Data Acquisition and Reason Toolkit (DART) command-line interface


License
AGPL-3.0
Install
pip install dart-cli==3.1.39

Documentation

DART command-line interface

dart-cli provides a command-line interface for all of DART's REST services, as well as a host of other utilities related to deployment and debugging.

Install

Requires python 3.8

In the project root, use the following command:

pip install .

Basic Usage

Like aws-cli, git, and docker, dart-cli is built around commands and subcommands.

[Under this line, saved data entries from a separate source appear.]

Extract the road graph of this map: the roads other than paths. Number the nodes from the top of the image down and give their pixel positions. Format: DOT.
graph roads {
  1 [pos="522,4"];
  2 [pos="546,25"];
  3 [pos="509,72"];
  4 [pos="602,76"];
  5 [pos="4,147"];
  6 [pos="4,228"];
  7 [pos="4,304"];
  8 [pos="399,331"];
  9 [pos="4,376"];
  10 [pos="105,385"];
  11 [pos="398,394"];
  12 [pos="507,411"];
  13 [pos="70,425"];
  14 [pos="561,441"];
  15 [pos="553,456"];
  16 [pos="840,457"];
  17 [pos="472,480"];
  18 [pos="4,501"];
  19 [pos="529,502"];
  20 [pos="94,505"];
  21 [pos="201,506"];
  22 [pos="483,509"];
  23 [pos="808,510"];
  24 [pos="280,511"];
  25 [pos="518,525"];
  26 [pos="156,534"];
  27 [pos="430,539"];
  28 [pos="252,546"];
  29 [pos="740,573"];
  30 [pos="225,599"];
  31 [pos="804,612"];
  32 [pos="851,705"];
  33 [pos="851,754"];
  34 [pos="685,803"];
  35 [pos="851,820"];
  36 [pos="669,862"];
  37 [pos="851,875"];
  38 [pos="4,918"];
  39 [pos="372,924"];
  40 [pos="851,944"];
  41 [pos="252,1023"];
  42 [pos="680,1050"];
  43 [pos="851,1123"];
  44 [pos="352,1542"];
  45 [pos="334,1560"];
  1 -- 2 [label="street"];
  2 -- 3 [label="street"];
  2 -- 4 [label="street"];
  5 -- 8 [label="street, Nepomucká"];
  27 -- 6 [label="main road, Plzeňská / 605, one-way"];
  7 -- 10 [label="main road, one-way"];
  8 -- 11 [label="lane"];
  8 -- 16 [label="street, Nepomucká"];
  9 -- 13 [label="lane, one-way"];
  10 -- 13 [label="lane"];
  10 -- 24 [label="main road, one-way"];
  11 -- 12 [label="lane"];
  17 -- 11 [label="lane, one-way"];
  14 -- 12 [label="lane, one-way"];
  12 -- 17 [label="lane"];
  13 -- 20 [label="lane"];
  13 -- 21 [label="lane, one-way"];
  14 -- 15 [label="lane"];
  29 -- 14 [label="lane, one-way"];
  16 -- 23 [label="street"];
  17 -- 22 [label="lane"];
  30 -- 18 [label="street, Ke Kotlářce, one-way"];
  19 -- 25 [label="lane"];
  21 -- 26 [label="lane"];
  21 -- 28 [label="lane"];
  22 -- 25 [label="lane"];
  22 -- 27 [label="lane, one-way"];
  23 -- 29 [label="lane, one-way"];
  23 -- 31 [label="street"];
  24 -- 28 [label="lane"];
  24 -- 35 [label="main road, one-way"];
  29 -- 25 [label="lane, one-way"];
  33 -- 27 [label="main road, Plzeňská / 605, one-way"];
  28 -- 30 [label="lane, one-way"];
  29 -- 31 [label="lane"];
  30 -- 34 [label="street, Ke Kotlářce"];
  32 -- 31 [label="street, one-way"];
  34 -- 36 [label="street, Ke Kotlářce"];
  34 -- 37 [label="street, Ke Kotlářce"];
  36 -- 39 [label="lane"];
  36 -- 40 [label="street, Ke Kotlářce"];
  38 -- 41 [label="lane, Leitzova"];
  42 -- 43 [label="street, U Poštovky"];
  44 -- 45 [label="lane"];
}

Its syntax should be familiar:

dart command [subcommand] [...options] [...arguments]
  ...
dart forklift --input-dir ./raw_docs --labels "test upload"  # Upload documents for ingestion
dart reprocess --input-dir ./cdrs # upload cdrs for reprocessing

Configuration

All configuration can provided via command-line arguments. Some configuration options that are common between DART tools can be provided at any stage of the command. E.g.,

dart --env --ssh-key id_rsa pipeline provision ...

or

dart pipeline provision --env wm --ssh-key id_rsa ...

You can see all of these global configuration options by running dart --help.

Configuration Profiles

These global options can also be set in configuration files, each of which should have the form ~/.dart/[profile].conf, where [profile] can be used to with the global command-line option --profile [profile]. The --profile option is always consumed first, so any configuration parameters set on the command line will override the profile configuration regardless of the order.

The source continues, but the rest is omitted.